Task statement
Say only how many lines in the entries below contain the word "lane".

(Stored data)

--------------------------------------------------

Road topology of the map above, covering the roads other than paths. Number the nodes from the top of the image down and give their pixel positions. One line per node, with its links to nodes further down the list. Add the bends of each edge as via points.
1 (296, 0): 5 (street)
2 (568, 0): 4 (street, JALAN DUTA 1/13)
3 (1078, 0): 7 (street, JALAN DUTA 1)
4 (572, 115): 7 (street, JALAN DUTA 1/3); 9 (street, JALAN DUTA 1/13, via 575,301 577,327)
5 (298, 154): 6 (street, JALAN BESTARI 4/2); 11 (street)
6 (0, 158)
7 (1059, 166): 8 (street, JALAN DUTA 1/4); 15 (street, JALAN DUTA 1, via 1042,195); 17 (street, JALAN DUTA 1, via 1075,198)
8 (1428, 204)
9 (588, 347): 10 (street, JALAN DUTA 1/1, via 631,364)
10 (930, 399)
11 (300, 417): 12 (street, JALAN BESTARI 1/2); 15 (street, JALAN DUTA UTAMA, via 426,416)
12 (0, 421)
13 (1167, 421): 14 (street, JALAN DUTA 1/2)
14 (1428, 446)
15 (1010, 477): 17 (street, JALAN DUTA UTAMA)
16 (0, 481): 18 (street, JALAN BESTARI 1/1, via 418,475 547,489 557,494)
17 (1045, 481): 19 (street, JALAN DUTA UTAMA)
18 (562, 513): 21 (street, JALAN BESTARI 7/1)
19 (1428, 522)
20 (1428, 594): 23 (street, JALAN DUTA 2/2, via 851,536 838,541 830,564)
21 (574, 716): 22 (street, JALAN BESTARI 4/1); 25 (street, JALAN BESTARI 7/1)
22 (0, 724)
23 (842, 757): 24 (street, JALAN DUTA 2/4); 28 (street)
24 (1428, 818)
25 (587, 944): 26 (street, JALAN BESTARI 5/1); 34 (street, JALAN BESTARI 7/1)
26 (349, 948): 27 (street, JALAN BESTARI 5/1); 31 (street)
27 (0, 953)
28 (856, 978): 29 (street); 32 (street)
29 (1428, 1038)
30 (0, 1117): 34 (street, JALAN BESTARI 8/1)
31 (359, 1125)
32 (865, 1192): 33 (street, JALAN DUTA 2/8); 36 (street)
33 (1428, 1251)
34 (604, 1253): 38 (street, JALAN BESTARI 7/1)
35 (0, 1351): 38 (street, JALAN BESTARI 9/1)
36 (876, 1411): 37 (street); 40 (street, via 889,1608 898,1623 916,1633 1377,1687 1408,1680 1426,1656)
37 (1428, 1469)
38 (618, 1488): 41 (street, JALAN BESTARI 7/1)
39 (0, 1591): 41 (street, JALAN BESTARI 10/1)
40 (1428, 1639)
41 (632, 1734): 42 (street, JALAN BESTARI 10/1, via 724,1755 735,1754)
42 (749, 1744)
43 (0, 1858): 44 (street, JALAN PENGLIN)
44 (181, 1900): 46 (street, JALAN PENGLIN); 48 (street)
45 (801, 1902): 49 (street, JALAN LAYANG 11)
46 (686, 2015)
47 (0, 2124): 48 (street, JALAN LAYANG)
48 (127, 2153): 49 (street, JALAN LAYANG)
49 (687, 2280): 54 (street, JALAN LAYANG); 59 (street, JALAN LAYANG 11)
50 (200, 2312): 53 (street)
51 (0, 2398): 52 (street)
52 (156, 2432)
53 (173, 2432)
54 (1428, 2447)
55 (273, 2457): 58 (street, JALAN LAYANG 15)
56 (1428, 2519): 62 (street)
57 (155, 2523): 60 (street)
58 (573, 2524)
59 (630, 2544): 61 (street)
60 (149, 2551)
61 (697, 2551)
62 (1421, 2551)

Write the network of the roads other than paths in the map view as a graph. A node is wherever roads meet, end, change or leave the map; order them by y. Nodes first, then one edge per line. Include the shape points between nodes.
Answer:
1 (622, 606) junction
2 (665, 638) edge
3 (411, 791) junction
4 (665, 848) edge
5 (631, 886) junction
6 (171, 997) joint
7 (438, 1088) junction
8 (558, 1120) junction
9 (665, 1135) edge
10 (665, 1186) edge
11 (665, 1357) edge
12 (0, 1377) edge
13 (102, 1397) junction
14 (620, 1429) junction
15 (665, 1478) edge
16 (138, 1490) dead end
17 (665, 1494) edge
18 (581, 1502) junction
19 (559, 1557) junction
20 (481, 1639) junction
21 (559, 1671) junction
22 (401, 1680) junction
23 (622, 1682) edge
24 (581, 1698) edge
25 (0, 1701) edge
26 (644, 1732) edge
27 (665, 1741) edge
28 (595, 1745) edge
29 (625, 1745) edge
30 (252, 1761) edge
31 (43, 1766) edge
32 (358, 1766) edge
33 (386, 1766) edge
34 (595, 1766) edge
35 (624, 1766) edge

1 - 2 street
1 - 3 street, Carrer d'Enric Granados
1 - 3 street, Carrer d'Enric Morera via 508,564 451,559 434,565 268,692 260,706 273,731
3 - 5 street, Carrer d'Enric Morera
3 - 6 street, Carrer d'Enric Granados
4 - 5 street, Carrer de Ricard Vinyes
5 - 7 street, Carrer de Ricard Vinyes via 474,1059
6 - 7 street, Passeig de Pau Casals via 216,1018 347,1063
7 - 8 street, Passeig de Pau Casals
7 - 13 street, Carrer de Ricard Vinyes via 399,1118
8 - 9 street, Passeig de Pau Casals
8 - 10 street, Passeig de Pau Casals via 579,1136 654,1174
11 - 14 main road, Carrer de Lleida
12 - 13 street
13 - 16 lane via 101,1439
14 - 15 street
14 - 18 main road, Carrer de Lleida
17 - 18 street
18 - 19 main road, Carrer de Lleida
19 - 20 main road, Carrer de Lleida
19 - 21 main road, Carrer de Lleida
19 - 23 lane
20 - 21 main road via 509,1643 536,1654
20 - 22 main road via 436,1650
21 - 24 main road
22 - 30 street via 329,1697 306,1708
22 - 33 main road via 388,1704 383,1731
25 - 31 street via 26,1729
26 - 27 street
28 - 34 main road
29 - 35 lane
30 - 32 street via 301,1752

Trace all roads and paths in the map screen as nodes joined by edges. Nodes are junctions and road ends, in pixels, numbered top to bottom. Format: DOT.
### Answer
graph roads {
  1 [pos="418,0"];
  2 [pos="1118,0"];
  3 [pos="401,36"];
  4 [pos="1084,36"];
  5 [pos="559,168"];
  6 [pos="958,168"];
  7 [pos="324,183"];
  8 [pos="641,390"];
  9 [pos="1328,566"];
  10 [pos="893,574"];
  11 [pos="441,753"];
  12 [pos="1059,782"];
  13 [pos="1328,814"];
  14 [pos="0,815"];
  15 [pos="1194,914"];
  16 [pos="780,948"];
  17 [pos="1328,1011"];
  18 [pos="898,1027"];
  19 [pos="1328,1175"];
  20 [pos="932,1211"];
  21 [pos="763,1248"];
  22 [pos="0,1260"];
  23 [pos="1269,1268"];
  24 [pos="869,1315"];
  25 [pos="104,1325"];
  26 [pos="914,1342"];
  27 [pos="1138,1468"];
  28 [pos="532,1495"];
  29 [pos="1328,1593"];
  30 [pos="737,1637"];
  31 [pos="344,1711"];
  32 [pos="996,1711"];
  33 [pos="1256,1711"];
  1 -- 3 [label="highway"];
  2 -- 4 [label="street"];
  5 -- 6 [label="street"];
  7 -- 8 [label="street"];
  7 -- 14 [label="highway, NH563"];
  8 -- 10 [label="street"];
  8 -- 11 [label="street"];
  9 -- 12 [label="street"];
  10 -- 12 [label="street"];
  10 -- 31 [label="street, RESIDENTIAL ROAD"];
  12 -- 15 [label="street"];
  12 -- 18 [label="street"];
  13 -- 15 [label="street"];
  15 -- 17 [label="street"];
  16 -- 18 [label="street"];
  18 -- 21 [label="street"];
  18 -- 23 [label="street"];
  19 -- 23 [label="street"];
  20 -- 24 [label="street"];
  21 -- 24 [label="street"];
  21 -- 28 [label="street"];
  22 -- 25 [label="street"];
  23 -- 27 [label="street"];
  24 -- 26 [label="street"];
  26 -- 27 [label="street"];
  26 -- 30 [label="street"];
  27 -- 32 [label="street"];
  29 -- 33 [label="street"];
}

--------------------------------------------------

Exercise result
3